§ AIM OF THE EXERCISE
For the entries below, report the number of lines where the string "ซอยห" appears, and only that number.

§ RECORDS FOR PROCESSING
------------------------
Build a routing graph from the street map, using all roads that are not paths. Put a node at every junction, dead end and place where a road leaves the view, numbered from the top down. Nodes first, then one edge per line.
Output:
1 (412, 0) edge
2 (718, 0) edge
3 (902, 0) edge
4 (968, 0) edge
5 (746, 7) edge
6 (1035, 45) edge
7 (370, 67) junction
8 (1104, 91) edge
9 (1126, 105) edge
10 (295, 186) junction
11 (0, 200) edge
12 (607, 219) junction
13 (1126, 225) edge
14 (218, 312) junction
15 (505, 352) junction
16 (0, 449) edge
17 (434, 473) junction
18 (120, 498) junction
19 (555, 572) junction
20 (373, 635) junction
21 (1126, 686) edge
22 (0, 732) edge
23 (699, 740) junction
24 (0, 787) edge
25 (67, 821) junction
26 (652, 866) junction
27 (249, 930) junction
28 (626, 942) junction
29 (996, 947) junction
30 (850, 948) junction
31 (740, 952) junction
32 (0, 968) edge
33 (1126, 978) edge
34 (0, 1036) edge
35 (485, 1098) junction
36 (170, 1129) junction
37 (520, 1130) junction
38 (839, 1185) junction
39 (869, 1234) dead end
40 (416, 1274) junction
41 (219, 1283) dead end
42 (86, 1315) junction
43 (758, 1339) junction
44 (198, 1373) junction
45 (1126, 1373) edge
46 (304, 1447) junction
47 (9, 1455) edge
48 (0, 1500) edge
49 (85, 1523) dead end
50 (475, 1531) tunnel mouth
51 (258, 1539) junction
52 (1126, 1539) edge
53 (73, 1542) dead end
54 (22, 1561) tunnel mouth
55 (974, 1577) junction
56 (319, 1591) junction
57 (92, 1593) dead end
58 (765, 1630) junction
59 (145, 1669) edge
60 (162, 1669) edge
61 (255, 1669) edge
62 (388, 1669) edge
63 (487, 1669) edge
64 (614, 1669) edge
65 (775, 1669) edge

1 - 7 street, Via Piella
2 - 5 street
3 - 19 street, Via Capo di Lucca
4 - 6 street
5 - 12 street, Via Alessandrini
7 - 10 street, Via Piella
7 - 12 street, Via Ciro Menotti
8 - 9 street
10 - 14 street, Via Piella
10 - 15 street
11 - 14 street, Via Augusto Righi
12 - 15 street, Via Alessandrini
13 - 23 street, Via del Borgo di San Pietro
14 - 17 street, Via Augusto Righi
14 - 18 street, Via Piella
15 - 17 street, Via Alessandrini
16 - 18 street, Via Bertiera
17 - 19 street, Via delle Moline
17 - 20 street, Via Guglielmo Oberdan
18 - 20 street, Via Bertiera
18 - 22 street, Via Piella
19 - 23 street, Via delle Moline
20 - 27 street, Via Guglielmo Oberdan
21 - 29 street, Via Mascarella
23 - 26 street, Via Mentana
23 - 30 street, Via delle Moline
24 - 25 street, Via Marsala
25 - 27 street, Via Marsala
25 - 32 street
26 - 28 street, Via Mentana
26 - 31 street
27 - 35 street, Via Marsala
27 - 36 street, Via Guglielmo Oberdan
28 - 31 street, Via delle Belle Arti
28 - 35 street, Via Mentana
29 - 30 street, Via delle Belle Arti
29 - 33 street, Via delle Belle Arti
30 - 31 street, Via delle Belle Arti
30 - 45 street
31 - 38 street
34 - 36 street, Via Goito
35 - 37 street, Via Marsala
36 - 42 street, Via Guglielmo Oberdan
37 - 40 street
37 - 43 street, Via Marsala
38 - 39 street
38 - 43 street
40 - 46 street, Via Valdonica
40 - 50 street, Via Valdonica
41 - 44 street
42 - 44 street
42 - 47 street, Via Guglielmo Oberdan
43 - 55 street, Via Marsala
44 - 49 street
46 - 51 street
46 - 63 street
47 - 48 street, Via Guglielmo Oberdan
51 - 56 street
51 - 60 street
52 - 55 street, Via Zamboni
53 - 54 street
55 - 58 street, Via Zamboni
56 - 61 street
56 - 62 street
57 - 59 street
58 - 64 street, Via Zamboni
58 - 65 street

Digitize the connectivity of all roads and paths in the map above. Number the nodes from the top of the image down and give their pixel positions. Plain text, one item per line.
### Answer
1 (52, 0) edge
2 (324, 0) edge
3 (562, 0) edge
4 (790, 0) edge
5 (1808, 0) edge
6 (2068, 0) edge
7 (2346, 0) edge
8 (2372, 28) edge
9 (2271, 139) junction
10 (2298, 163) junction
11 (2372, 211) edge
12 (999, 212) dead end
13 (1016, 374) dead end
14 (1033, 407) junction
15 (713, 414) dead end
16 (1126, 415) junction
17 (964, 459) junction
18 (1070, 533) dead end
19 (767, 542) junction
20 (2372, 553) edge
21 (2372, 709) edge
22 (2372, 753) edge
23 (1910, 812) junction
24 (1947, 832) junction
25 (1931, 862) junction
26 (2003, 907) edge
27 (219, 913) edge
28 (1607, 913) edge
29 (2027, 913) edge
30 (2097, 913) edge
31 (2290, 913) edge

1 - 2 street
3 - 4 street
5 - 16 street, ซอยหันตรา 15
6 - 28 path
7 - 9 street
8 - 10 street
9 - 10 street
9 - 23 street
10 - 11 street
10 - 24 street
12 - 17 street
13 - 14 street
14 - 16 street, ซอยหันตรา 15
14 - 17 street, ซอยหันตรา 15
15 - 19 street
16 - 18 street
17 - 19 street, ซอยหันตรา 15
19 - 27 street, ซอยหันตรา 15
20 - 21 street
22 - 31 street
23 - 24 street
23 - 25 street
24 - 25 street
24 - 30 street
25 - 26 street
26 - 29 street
------------------------
§ TASK OUTPUT
5